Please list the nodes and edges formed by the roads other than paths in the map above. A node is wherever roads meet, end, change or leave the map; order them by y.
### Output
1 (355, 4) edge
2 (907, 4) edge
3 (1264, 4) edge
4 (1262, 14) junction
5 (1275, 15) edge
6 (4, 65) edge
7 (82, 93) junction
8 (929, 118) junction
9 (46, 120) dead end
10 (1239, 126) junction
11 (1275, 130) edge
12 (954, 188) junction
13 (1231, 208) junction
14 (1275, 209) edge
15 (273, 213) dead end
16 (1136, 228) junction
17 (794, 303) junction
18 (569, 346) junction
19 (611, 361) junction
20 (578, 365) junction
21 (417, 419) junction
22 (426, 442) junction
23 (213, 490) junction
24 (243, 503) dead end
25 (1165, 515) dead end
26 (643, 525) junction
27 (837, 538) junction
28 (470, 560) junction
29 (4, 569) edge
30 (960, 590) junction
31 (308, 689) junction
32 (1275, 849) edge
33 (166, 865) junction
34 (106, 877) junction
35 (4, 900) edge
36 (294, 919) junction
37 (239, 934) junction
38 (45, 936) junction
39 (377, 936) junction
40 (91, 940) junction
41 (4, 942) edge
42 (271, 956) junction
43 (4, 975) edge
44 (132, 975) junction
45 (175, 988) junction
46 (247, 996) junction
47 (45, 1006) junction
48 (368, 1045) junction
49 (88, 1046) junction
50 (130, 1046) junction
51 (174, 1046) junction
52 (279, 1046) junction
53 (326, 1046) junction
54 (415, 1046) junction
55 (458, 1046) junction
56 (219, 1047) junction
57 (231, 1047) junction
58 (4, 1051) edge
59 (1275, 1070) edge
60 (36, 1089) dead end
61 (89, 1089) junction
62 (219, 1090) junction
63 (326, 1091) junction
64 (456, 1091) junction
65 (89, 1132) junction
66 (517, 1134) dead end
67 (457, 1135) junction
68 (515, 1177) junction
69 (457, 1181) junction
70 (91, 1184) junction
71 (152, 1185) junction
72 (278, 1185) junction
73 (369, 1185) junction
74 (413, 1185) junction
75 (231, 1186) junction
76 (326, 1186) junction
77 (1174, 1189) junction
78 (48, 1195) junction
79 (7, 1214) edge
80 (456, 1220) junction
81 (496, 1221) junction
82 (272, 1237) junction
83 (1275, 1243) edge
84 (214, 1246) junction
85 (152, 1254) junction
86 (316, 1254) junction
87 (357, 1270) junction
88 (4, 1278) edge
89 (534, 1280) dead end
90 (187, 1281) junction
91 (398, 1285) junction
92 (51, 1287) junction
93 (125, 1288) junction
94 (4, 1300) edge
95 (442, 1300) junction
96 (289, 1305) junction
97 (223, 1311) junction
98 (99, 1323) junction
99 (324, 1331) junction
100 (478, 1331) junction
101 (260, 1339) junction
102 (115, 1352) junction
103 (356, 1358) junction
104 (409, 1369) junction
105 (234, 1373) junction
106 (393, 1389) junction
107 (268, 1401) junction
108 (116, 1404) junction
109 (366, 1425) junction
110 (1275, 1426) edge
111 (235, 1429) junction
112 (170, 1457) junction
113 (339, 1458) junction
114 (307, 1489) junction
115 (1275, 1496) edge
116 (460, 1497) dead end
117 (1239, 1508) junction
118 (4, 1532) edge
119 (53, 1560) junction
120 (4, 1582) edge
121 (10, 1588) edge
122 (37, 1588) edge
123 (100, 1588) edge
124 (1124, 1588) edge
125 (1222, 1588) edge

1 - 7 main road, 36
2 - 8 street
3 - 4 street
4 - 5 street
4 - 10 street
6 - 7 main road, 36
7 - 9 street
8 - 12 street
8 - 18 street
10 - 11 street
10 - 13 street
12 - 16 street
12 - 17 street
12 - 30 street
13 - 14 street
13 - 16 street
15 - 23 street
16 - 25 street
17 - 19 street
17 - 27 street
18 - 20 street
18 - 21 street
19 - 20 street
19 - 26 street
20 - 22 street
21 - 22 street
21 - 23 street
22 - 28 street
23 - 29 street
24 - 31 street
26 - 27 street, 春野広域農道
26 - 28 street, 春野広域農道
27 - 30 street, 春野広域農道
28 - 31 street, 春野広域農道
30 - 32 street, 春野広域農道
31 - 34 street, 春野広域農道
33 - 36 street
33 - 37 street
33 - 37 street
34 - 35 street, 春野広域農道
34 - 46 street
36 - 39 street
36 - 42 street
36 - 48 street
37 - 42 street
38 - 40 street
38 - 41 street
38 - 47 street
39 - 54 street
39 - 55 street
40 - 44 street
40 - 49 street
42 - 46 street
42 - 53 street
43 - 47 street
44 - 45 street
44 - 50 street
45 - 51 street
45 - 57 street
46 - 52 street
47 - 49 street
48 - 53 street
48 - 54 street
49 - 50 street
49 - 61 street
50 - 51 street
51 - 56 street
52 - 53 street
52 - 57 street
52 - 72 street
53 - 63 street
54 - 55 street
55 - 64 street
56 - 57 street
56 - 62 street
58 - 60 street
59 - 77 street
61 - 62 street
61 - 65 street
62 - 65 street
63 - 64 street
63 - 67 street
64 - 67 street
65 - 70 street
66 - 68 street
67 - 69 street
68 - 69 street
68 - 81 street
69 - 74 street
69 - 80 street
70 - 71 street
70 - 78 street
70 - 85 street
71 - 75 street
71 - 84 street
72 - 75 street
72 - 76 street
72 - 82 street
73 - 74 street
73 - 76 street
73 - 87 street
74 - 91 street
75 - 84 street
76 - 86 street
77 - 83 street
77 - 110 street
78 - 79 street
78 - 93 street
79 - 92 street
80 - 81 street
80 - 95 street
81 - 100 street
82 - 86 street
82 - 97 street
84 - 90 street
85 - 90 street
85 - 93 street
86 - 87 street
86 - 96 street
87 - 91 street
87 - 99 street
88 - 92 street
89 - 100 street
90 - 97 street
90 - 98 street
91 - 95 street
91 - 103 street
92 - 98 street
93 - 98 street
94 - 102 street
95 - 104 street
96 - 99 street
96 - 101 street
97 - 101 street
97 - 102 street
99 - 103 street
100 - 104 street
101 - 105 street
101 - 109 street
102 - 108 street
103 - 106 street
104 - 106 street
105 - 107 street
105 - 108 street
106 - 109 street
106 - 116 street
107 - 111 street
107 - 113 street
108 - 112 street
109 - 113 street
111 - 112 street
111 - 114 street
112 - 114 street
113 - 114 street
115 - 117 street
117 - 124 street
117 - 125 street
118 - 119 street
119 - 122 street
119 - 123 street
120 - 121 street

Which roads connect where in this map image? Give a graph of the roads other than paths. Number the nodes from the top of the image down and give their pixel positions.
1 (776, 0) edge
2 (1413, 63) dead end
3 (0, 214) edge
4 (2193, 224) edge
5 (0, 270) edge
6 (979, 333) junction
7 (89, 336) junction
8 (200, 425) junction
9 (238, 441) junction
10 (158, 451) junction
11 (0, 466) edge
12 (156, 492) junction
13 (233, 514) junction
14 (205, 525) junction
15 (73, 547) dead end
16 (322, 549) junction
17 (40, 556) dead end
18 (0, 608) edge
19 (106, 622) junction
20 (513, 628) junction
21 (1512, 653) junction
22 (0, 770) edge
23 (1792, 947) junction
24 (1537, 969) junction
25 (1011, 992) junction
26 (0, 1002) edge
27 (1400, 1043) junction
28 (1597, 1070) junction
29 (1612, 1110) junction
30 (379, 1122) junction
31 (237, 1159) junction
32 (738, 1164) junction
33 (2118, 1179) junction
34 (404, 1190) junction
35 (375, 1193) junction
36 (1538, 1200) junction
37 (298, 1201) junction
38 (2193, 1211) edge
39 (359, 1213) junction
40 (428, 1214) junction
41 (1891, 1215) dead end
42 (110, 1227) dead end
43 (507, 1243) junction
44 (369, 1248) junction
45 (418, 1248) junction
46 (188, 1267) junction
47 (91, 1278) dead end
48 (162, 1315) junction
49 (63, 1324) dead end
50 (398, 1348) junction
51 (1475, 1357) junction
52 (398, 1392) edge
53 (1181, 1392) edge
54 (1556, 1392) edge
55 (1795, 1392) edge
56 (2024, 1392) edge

- [TASK STATEMENT]:
Among the lines of the data above, find those with the word "than" and show them.

- [ANSWER]:
Please list the nodes and edges formed by the roads other than paths in the map above. A node is wherever roads meet, end, change or leave the map; order them by y.
Which roads connect where in this map image? Give a graph of the roads other than paths. Number the nodes from the top of the image down and give their pixel positions.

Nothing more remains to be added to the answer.